What the task asks:
Below are some records; copy each line in them that contains "Pinang".

··· The data

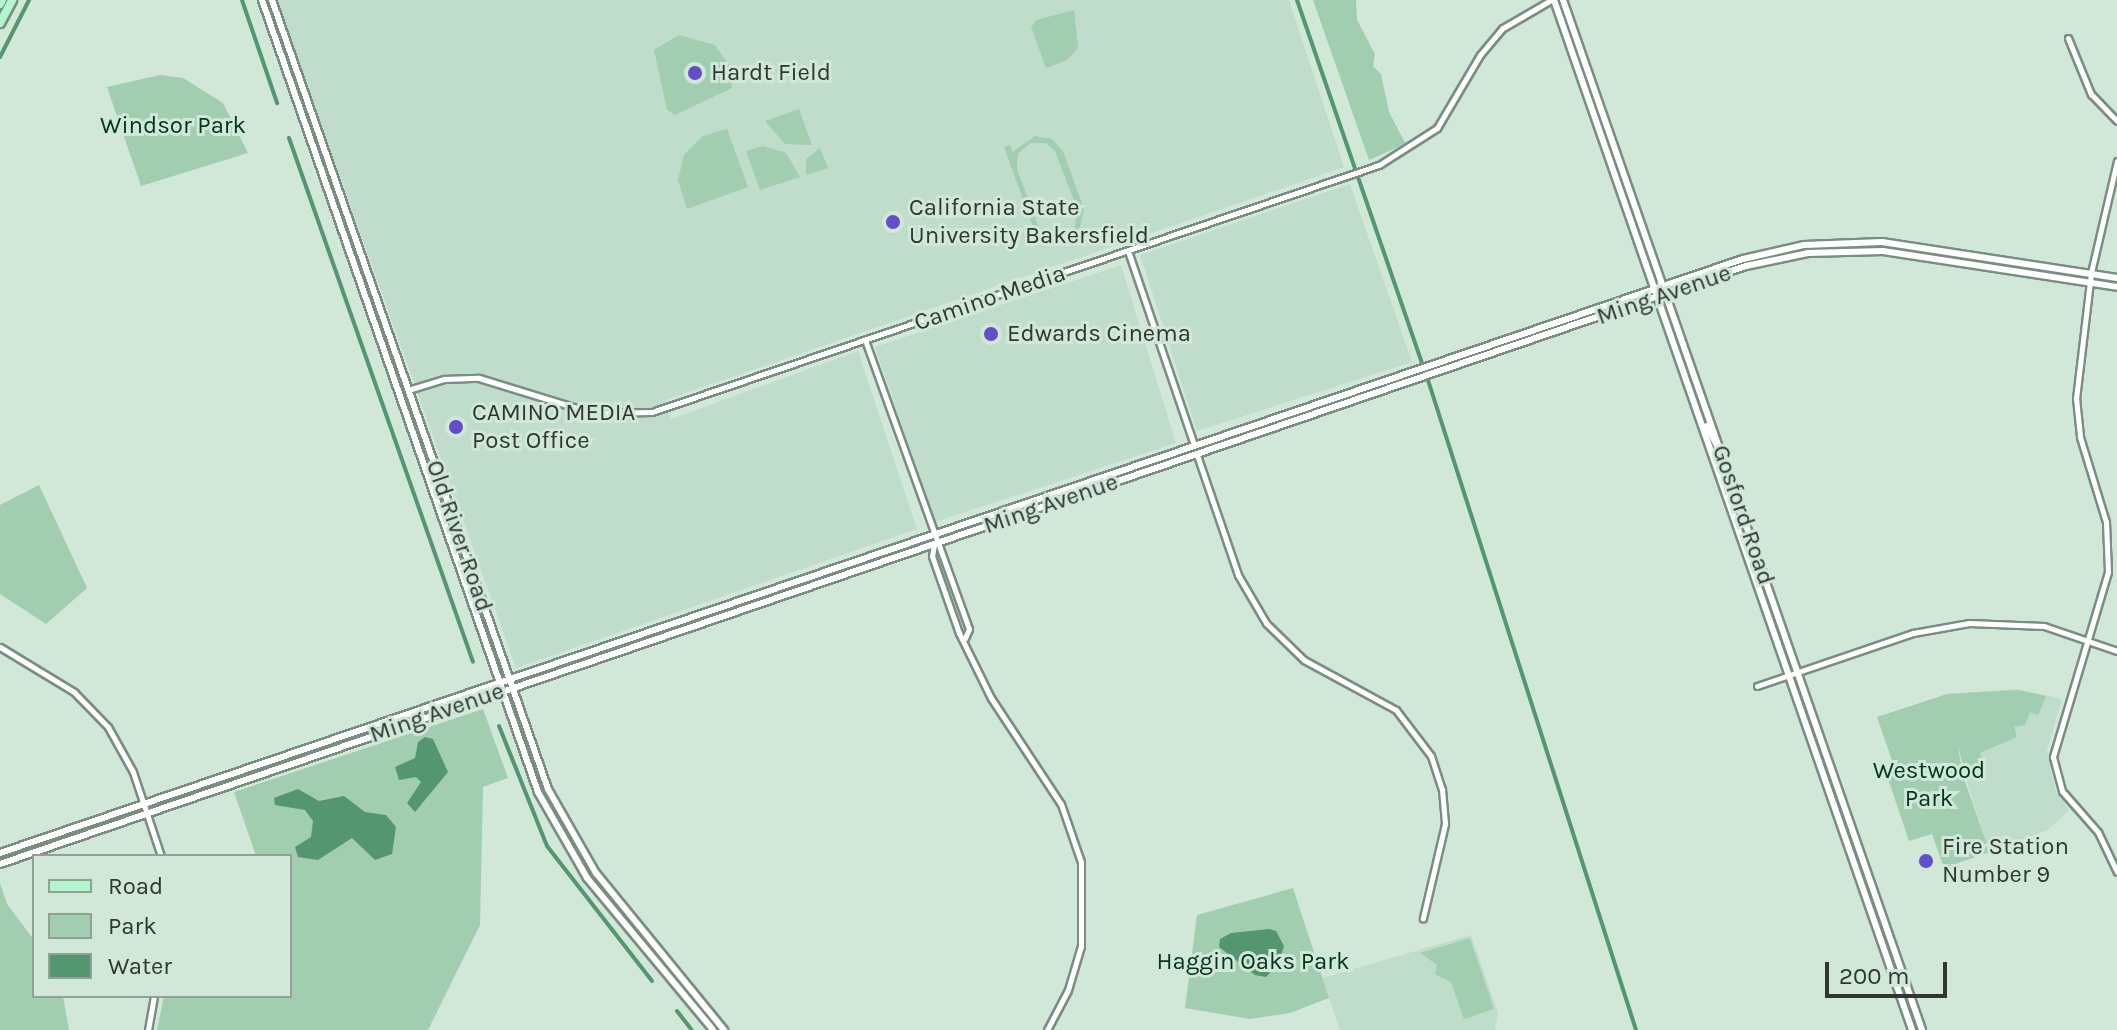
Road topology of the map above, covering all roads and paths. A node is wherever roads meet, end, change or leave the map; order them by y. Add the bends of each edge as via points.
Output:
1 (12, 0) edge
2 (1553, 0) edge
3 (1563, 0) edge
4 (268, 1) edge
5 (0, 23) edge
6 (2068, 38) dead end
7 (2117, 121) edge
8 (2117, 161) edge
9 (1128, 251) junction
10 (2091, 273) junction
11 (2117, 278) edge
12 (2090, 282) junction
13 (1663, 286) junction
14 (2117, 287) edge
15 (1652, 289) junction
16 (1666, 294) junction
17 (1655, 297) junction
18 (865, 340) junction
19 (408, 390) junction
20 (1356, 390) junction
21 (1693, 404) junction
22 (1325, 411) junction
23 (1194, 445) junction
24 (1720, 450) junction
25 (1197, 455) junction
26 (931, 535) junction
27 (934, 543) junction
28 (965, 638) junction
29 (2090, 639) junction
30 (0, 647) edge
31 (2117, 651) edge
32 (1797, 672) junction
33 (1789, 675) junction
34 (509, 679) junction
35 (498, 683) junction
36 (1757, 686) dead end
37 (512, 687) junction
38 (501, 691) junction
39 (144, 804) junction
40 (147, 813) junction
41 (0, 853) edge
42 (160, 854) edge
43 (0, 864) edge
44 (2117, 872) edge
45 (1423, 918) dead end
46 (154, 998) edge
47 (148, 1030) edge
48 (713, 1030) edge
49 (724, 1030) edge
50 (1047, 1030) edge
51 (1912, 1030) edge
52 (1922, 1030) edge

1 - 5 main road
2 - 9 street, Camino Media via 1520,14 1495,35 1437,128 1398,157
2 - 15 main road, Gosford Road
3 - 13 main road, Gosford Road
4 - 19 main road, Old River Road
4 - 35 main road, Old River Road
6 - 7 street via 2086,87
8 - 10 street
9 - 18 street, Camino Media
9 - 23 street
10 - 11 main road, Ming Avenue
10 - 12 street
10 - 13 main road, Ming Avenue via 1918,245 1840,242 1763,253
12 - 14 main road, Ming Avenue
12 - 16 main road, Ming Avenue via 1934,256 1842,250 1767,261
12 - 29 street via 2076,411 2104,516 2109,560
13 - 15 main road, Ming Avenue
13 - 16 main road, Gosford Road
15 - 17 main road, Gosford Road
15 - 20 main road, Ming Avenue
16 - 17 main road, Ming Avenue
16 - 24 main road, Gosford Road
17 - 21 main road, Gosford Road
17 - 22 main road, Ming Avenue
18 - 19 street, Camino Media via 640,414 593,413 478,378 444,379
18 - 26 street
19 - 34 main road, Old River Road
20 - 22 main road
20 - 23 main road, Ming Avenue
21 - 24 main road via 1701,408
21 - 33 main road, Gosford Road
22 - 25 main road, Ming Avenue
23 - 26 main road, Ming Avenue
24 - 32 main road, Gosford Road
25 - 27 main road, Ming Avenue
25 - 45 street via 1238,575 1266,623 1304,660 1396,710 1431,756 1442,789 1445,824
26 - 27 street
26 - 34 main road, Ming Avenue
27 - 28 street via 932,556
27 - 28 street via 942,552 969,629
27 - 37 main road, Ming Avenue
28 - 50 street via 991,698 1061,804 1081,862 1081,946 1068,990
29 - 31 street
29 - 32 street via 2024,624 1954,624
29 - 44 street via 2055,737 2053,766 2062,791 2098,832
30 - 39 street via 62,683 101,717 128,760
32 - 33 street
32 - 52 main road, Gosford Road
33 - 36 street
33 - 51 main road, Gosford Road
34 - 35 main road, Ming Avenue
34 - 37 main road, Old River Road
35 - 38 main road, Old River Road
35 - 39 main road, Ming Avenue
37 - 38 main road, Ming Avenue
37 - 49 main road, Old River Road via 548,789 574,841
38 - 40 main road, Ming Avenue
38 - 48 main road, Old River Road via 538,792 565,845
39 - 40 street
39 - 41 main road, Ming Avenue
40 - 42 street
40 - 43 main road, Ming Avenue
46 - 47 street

······
··· The data

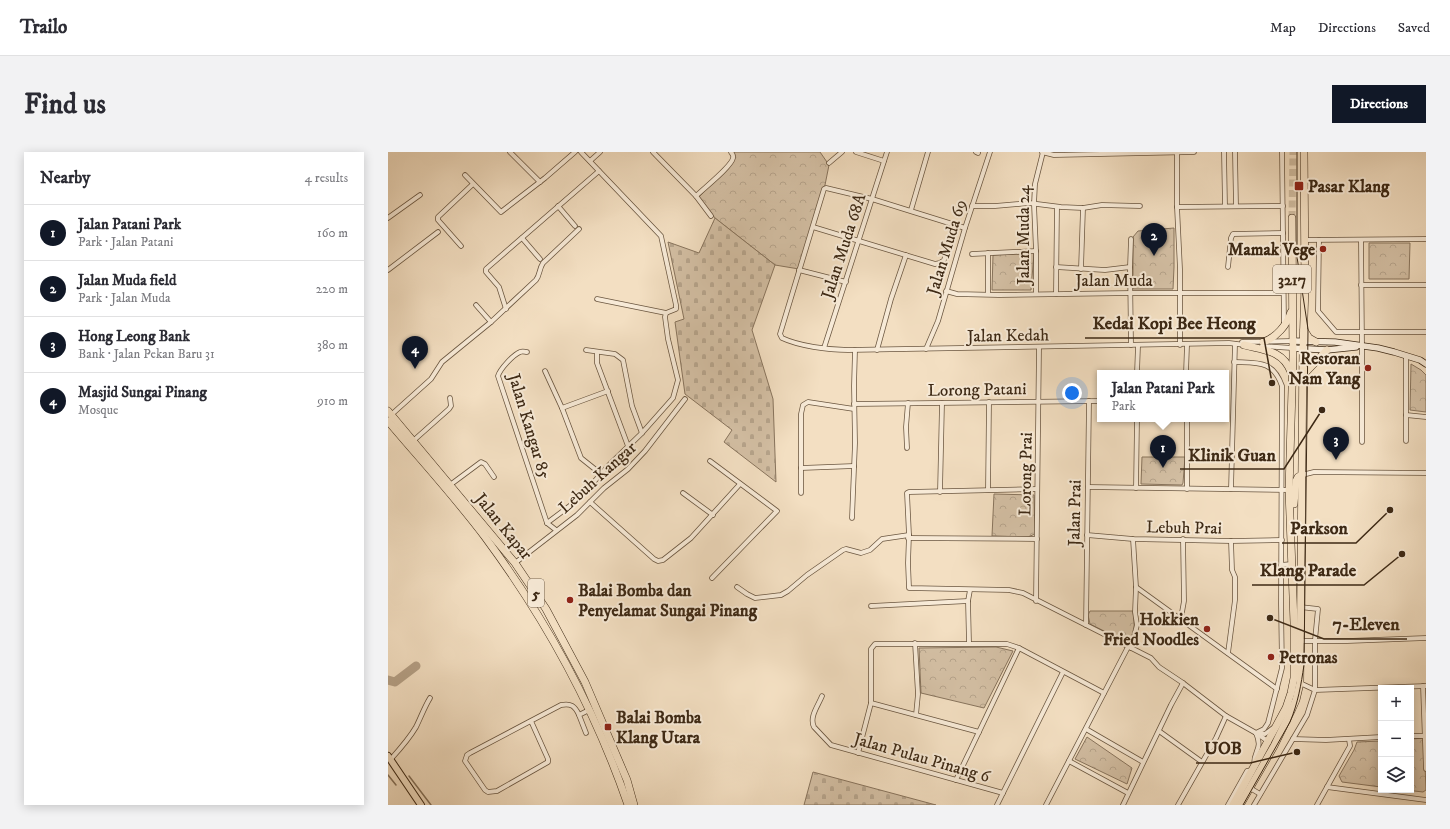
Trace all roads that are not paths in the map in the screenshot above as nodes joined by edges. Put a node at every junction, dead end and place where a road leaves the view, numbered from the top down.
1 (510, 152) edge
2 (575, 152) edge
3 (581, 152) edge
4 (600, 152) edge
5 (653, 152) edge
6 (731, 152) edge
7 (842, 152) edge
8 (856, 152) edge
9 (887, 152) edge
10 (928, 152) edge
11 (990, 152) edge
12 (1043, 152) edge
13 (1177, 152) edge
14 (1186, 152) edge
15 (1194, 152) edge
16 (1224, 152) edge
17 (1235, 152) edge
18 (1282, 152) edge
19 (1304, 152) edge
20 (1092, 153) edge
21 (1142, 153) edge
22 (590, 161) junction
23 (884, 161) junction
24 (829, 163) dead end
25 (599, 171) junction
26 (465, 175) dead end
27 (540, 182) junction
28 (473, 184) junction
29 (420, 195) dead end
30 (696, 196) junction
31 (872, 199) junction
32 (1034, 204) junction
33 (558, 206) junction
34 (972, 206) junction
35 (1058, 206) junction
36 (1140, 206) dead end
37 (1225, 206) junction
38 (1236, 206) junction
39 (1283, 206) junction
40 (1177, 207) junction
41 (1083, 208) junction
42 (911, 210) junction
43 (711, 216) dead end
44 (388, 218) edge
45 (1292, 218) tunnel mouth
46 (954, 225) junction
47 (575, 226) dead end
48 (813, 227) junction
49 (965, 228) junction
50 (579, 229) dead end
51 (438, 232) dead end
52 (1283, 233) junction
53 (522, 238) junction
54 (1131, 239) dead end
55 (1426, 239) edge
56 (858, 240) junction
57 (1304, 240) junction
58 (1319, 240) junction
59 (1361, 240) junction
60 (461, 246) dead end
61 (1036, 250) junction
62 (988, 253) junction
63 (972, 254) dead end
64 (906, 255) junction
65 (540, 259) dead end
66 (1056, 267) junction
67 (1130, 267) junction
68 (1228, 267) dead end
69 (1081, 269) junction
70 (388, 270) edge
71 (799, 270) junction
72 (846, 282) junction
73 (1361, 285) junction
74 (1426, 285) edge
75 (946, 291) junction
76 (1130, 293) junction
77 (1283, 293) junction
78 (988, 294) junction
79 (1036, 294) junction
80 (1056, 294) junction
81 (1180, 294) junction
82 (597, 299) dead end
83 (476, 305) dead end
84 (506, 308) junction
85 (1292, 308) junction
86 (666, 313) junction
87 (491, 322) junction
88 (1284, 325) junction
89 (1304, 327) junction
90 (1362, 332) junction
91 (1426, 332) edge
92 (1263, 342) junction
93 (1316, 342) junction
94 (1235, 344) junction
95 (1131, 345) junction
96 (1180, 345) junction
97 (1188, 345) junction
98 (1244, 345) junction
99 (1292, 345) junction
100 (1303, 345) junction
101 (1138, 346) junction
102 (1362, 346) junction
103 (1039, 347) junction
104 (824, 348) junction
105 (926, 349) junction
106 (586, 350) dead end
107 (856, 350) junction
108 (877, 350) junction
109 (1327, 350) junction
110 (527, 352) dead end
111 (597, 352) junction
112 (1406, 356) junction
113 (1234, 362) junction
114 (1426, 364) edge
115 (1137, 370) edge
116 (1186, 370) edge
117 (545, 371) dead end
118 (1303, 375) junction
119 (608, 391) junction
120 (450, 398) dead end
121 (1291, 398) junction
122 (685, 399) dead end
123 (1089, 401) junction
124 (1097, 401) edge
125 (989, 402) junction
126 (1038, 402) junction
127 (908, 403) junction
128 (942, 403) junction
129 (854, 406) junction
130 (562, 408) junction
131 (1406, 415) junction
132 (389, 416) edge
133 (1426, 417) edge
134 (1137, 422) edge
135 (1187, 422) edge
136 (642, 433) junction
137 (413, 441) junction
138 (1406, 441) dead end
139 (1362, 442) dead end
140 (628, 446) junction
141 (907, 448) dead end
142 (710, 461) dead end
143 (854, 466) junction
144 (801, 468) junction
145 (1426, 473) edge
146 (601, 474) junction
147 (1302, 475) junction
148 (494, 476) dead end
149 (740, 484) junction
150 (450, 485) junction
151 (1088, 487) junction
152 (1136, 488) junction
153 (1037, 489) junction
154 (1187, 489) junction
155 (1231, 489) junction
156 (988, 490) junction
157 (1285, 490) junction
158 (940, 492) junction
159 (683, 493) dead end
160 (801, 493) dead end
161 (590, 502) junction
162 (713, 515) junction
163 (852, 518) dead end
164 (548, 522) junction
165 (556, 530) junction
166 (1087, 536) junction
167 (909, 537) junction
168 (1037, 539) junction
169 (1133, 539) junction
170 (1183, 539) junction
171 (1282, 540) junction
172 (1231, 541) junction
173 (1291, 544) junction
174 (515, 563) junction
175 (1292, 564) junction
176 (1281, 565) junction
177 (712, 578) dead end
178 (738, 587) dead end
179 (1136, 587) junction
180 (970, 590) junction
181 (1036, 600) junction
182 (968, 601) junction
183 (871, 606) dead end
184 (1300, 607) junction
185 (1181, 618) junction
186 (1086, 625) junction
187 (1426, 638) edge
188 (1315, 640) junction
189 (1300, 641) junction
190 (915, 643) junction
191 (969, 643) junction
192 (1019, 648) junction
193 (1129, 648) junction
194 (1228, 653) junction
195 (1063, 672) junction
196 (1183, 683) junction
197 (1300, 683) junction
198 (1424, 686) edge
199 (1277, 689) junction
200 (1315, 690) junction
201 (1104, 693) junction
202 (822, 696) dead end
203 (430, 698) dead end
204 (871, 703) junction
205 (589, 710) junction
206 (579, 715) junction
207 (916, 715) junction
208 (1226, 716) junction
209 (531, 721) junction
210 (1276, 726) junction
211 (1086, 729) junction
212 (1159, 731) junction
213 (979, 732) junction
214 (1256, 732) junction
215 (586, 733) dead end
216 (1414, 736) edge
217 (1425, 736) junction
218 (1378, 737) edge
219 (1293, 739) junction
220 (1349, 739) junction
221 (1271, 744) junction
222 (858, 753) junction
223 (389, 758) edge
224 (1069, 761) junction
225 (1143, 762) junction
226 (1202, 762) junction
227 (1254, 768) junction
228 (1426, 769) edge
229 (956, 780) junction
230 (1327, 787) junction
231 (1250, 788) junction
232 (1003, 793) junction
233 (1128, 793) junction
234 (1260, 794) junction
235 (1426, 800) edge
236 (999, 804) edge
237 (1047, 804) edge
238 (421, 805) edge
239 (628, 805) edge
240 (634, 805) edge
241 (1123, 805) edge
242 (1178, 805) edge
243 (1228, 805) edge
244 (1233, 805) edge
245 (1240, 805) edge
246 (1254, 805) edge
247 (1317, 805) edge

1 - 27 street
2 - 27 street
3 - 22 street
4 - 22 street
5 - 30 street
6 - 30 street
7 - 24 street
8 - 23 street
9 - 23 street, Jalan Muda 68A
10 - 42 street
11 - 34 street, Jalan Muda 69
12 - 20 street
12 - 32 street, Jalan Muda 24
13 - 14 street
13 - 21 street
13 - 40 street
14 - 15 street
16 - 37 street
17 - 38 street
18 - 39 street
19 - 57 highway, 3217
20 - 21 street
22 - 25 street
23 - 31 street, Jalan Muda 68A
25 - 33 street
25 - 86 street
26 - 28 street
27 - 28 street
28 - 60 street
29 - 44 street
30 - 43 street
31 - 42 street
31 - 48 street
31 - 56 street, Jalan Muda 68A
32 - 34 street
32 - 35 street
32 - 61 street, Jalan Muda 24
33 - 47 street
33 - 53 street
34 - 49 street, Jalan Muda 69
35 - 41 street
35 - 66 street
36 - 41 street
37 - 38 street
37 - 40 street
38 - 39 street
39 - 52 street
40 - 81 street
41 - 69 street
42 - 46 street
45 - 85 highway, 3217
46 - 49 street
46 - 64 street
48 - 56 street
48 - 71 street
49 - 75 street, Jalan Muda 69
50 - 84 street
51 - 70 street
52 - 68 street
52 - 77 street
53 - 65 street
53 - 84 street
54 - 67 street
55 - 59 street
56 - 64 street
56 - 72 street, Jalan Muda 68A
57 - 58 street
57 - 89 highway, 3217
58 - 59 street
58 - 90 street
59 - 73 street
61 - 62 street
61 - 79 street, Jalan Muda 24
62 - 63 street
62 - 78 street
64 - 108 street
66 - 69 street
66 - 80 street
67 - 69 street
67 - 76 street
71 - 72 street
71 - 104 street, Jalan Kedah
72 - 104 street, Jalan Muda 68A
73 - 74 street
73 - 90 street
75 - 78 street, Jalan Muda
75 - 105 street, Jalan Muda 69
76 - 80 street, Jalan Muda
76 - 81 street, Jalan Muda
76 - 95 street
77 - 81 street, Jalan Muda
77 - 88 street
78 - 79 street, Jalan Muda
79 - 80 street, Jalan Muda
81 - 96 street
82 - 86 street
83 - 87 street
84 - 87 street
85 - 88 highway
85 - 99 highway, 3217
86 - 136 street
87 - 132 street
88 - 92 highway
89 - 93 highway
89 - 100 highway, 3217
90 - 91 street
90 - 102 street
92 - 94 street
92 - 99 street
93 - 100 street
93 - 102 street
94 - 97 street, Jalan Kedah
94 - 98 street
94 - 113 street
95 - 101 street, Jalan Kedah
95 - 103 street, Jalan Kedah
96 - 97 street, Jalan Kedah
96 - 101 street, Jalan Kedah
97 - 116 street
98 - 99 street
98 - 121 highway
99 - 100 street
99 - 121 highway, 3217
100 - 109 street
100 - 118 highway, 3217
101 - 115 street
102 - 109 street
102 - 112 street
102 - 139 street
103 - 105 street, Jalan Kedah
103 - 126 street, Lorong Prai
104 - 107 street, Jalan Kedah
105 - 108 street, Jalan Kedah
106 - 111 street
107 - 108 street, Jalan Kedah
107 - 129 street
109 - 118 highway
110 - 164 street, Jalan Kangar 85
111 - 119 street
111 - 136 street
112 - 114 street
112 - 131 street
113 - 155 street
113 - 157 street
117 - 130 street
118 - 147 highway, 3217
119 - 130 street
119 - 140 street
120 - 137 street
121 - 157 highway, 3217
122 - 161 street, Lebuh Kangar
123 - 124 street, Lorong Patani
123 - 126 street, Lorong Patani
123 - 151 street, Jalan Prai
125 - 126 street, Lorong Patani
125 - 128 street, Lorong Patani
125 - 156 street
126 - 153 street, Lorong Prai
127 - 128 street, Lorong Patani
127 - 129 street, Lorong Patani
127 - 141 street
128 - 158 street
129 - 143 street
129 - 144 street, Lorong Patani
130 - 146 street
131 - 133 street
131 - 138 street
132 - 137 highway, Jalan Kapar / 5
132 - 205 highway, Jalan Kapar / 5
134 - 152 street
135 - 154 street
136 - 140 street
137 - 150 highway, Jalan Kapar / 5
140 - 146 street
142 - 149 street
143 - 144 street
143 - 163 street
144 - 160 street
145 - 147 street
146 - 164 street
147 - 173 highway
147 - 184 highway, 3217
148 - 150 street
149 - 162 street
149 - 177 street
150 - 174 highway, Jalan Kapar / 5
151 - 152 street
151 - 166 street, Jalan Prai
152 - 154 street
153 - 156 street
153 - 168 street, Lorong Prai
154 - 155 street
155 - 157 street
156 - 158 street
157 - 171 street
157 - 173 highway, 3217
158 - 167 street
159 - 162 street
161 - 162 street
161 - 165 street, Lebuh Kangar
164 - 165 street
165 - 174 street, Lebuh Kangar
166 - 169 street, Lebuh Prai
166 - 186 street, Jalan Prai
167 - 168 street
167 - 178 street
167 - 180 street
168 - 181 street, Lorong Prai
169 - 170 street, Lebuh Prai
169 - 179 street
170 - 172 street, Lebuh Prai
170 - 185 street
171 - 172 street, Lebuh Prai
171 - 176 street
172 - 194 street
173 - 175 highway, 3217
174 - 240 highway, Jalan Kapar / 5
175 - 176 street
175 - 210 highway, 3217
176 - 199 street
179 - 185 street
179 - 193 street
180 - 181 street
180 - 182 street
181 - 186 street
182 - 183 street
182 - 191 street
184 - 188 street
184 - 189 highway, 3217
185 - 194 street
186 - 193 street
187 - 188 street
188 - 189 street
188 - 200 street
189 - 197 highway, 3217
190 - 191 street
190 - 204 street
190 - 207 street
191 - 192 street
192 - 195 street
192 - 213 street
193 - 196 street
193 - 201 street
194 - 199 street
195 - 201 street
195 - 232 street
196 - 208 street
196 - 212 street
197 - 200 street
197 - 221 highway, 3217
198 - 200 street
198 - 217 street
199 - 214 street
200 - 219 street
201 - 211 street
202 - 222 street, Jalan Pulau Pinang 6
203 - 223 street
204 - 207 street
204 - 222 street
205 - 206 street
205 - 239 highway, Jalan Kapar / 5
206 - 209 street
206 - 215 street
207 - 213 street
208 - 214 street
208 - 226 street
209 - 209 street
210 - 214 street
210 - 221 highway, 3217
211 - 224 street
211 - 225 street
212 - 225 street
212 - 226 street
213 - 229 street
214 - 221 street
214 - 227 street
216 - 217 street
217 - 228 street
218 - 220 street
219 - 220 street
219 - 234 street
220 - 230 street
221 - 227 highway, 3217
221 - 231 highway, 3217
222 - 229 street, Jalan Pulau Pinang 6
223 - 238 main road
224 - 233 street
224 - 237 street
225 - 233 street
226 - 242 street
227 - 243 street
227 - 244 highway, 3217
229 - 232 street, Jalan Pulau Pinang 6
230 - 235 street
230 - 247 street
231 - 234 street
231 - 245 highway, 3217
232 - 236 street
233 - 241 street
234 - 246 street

······

Answer area:
202 - 222 street, Jalan Pulau Pinang 6
222 - 229 street, Jalan Pulau Pinang 6
229 - 232 street, Jalan Pulau Pinang 6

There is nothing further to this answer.